▼
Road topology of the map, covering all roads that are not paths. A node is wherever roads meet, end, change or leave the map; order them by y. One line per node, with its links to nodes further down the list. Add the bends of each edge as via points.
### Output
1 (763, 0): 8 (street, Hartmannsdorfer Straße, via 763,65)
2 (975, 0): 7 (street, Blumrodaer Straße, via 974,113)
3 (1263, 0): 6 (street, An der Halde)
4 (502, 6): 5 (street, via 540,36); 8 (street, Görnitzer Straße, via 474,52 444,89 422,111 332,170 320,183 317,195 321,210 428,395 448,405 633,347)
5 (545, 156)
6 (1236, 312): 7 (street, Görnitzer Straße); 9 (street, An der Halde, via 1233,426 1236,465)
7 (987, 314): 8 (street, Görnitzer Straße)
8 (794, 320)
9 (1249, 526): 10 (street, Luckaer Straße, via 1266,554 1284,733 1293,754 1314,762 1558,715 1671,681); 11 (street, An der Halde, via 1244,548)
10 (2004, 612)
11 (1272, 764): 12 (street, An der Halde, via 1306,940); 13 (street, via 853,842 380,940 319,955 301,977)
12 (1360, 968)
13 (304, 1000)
▲
▼
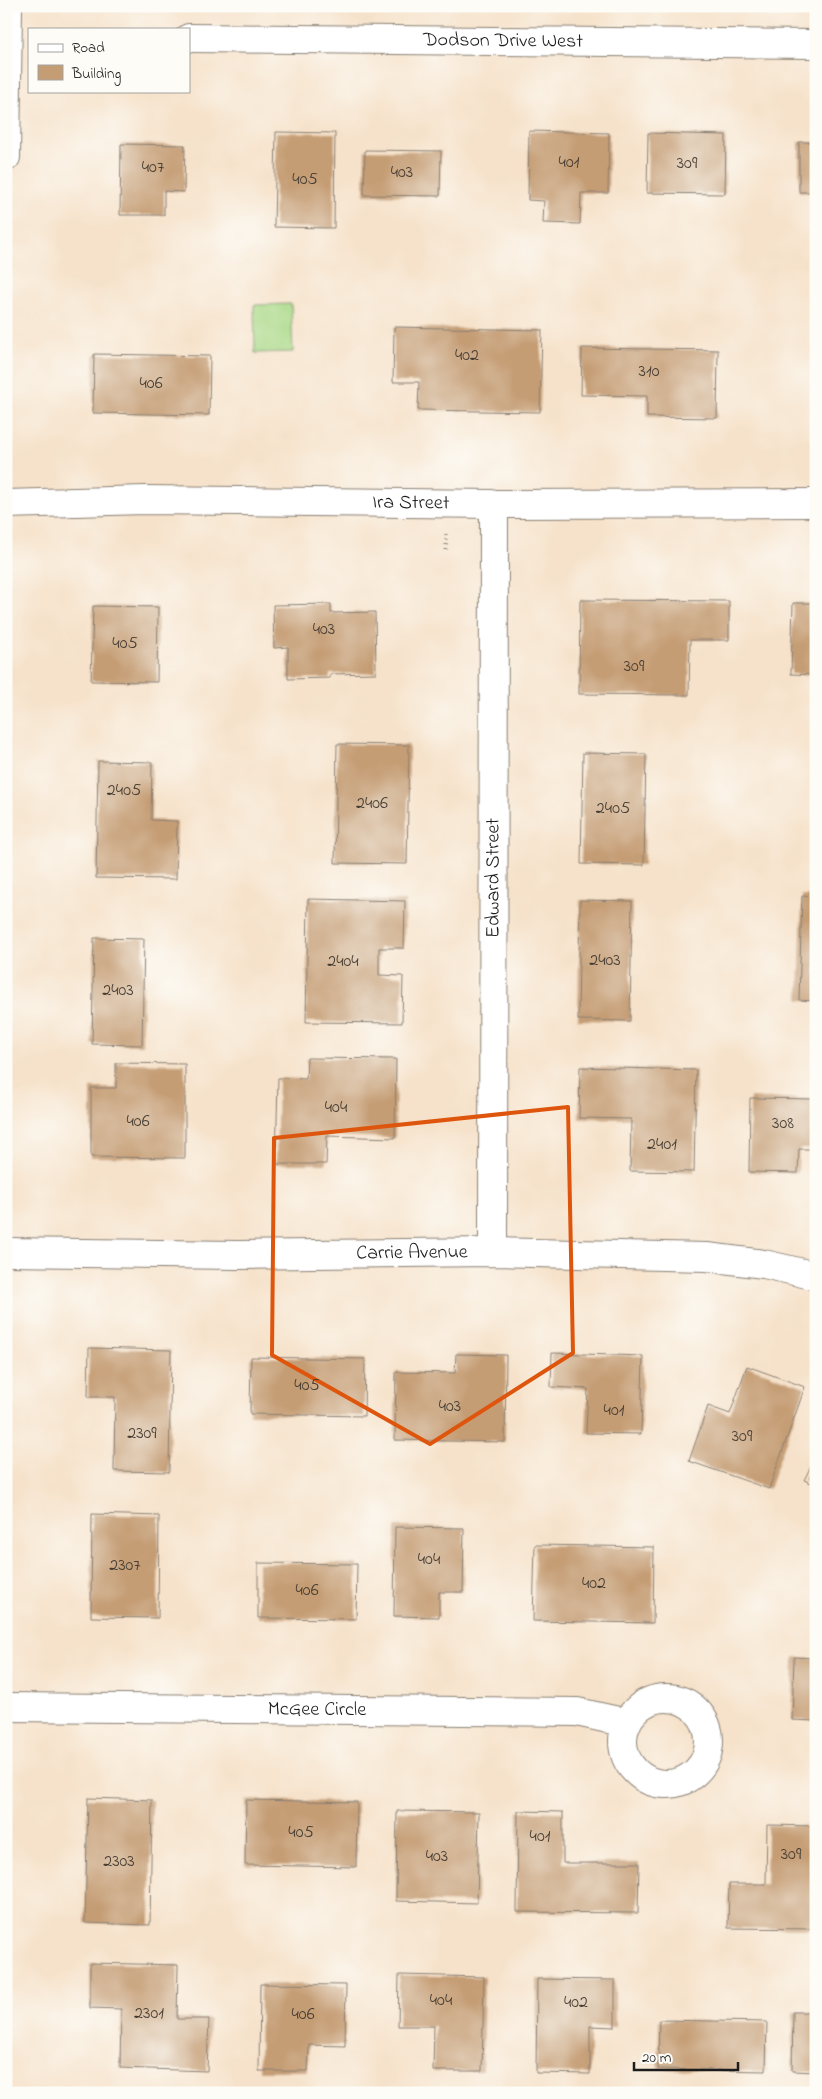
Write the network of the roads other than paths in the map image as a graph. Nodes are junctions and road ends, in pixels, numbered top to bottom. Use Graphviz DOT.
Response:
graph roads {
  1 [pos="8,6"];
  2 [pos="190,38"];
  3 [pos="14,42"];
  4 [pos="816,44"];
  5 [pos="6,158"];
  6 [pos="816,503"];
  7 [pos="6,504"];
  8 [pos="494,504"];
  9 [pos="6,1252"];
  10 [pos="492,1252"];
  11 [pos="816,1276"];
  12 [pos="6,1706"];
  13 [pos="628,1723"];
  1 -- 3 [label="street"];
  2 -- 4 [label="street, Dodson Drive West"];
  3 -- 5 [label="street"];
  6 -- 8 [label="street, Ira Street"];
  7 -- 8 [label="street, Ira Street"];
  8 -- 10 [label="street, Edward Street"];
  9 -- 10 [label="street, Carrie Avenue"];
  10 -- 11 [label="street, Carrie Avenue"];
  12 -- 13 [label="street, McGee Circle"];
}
▲
» Activity
Search the records for the word "paths". Copy every line that has it.

» Answer to this problem
Road topology of the map, covering all roads that are not paths. A node is wherever roads meet, end, change or leave the map; order them by y. One line per node, with its links to nodes further down the list. Add the bends of each edge as via points.
Write the network of the roads other than paths in the map image as a graph. Nodes are junctions and road ends, in pixels, numbered top to bottom. Use Graphviz DOT.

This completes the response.